> _Task goal_
Output all records exactly.

> _Records to use_
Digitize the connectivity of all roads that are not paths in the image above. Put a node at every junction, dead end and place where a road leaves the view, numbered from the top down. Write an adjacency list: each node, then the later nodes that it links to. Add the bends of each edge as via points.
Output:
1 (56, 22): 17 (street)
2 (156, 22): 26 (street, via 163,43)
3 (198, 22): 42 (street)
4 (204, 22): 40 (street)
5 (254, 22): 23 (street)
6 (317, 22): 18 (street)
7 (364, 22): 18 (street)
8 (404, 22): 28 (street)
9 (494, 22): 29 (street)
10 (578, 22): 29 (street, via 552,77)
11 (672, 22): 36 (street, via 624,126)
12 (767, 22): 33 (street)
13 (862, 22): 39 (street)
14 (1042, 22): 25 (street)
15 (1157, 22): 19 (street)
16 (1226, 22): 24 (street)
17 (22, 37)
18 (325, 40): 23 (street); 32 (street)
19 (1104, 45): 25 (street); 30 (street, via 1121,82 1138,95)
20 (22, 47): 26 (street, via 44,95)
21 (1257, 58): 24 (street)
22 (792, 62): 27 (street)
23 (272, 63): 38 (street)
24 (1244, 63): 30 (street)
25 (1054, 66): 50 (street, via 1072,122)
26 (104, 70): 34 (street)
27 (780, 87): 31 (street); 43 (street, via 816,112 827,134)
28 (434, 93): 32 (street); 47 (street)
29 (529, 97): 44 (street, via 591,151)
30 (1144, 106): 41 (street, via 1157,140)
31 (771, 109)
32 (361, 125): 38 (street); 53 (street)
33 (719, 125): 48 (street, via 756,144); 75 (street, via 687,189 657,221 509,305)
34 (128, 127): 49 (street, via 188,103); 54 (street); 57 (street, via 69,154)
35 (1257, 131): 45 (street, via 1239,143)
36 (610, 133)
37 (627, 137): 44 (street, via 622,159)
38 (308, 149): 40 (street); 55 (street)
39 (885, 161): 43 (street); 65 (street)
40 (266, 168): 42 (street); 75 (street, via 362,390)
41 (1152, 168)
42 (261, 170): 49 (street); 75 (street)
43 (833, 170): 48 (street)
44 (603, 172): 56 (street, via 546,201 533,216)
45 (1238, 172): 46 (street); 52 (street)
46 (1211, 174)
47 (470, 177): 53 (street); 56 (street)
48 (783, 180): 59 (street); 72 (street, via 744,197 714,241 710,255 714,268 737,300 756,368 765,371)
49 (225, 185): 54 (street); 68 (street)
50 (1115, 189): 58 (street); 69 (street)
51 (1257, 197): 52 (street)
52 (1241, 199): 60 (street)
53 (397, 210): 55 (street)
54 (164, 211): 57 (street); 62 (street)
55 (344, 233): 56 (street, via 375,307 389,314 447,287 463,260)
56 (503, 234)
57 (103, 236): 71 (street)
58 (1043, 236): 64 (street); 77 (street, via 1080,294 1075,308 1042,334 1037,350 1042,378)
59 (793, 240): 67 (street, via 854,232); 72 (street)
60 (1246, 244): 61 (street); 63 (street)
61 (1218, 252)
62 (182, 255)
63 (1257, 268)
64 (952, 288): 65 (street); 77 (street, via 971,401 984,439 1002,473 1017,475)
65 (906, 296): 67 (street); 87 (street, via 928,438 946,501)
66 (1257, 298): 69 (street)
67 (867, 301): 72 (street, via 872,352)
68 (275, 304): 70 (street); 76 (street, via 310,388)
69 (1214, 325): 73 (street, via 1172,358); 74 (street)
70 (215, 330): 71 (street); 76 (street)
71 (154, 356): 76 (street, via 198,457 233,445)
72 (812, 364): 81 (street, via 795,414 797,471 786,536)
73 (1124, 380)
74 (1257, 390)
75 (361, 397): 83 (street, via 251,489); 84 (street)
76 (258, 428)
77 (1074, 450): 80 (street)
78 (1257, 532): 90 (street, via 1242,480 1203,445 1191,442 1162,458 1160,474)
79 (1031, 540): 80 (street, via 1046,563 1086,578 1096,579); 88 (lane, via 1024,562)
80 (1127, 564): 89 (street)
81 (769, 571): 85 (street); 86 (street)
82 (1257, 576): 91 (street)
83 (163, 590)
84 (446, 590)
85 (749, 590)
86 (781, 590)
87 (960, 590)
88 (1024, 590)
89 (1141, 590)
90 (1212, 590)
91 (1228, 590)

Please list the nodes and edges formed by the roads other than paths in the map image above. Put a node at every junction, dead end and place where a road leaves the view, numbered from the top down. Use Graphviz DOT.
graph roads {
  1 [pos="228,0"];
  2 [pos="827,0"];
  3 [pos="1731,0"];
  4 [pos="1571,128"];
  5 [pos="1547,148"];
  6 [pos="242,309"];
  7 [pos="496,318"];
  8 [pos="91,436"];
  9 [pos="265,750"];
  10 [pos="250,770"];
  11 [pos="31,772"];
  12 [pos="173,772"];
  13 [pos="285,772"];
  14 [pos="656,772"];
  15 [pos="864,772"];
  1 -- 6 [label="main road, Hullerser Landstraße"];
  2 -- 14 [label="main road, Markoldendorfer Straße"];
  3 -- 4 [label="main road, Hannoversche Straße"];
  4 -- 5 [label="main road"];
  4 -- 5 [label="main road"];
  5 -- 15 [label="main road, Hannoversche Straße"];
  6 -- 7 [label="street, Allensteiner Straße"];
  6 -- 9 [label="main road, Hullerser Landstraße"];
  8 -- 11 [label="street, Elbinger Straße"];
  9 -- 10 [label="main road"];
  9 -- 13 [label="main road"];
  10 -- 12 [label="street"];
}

> _Exercise solution_
Digitize the connectivity of all roads that are not paths in the image above. Put a node at every junction, dead end and place where a road leaves the view, numbered from the top down. Write an adjacency list: each node, then the later nodes that it links to. Add the bends of each edge as via points.
Output:
1 (56, 22): 17 (street)
2 (156, 22): 26 (street, via 163,43)
3 (198, 22): 42 (street)
4 (204, 22): 40 (street)
5 (254, 22): 23 (street)
6 (317, 22): 18 (street)
7 (364, 22): 18 (street)
8 (404, 22): 28 (street)
9 (494, 22): 29 (street)
10 (578, 22): 29 (street, via 552,77)
11 (672, 22): 36 (street, via 624,126)
12 (767, 22): 33 (street)
13 (862, 22): 39 (street)
14 (1042, 22): 25 (street)
15 (1157, 22): 19 (street)
16 (1226, 22): 24 (street)
17 (22, 37)
18 (325, 40): 23 (street); 32 (street)
19 (1104, 45): 25 (street); 30 (street, via 1121,82 1138,95)
20 (22, 47): 26 (street, via 44,95)
21 (1257, 58): 24 (street)
22 (792, 62): 27 (street)
23 (272, 63): 38 (street)
24 (1244, 63): 30 (street)
25 (1054, 66): 50 (street, via 1072,122)
26 (104, 70): 34 (street)
27 (780, 87): 31 (street); 43 (street, via 816,112 827,134)
28 (434, 93): 32 (street); 47 (street)
29 (529, 97): 44 (street, via 591,151)
30 (1144, 106): 41 (street, via 1157,140)
31 (771, 109)
32 (361, 125): 38 (street); 53 (street)
33 (719, 125): 48 (street, via 756,144); 75 (street, via 687,189 657,221 509,305)
34 (128, 127): 49 (street, via 188,103); 54 (street); 57 (street, via 69,154)
35 (1257, 131): 45 (street, via 1239,143)
36 (610, 133)
37 (627, 137): 44 (street, via 622,159)
38 (308, 149): 40 (street); 55 (street)
39 (885, 161): 43 (street); 65 (street)
40 (266, 168): 42 (street); 75 (street, via 362,390)
41 (1152, 168)
42 (261, 170): 49 (street); 75 (street)
43 (833, 170): 48 (street)
44 (603, 172): 56 (street, via 546,201 533,216)
45 (1238, 172): 46 (street); 52 (street)
46 (1211, 174)
47 (470, 177): 53 (street); 56 (street)
48 (783, 180): 59 (street); 72 (street, via 744,197 714,241 710,255 714,268 737,300 756,368 765,371)
49 (225, 185): 54 (street); 68 (street)
50 (1115, 189): 58 (street); 69 (street)
51 (1257, 197): 52 (street)
52 (1241, 199): 60 (street)
53 (397, 210): 55 (street)
54 (164, 211): 57 (street); 62 (street)
55 (344, 233): 56 (street, via 375,307 389,314 447,287 463,260)
56 (503, 234)
57 (103, 236): 71 (street)
58 (1043, 236): 64 (street); 77 (street, via 1080,294 1075,308 1042,334 1037,350 1042,378)
59 (793, 240): 67 (street, via 854,232); 72 (street)
60 (1246, 244): 61 (street); 63 (street)
61 (1218, 252)
62 (182, 255)
63 (1257, 268)
64 (952, 288): 65 (street); 77 (street, via 971,401 984,439 1002,473 1017,475)
65 (906, 296): 67 (street); 87 (street, via 928,438 946,501)
66 (1257, 298): 69 (street)
67 (867, 301): 72 (street, via 872,352)
68 (275, 304): 70 (street); 76 (street, via 310,388)
69 (1214, 325): 73 (street, via 1172,358); 74 (street)
70 (215, 330): 71 (street); 76 (street)
71 (154, 356): 76 (street, via 198,457 233,445)
72 (812, 364): 81 (street, via 795,414 797,471 786,536)
73 (1124, 380)
74 (1257, 390)
75 (361, 397): 83 (street, via 251,489); 84 (street)
76 (258, 428)
77 (1074, 450): 80 (street)
78 (1257, 532): 90 (street, via 1242,480 1203,445 1191,442 1162,458 1160,474)
79 (1031, 540): 80 (street, via 1046,563 1086,578 1096,579); 88 (lane, via 1024,562)
80 (1127, 564): 89 (street)
81 (769, 571): 85 (street); 86 (street)
82 (1257, 576): 91 (street)
83 (163, 590)
84 (446, 590)
85 (749, 590)
86 (781, 590)
87 (960, 590)
88 (1024, 590)
89 (1141, 590)
90 (1212, 590)
91 (1228, 590)

Please list the nodes and edges formed by the roads other than paths in the map image above. Put a node at every junction, dead end and place where a road leaves the view, numbered from the top down. Use Graphviz DOT.
graph roads {
  1 [pos="228,0"];
  2 [pos="827,0"];
  3 [pos="1731,0"];
  4 [pos="1571,128"];
  5 [pos="1547,148"];
  6 [pos="242,309"];
  7 [pos="496,318"];
  8 [pos="91,436"];
  9 [pos="265,750"];
  10 [pos="250,770"];
  11 [pos="31,772"];
  12 [pos="173,772"];
  13 [pos="285,772"];
  14 [pos="656,772"];
  15 [pos="864,772"];
  1 -- 6 [label="main road, Hullerser Landstraße"];
  2 -- 14 [label="main road, Markoldendorfer Straße"];
  3 -- 4 [label="main road, Hannoversche Straße"];
  4 -- 5 [label="main road"];
  4 -- 5 [label="main road"];
  5 -- 15 [label="main road, Hannoversche Straße"];
  6 -- 7 [label="street, Allensteiner Straße"];
  6 -- 9 [label="main road, Hullerser Landstraße"];
  8 -- 11 [label="street, Elbinger Straße"];
  9 -- 10 [label="main road"];
  9 -- 13 [label="main road"];
  10 -- 12 [label="street"];
}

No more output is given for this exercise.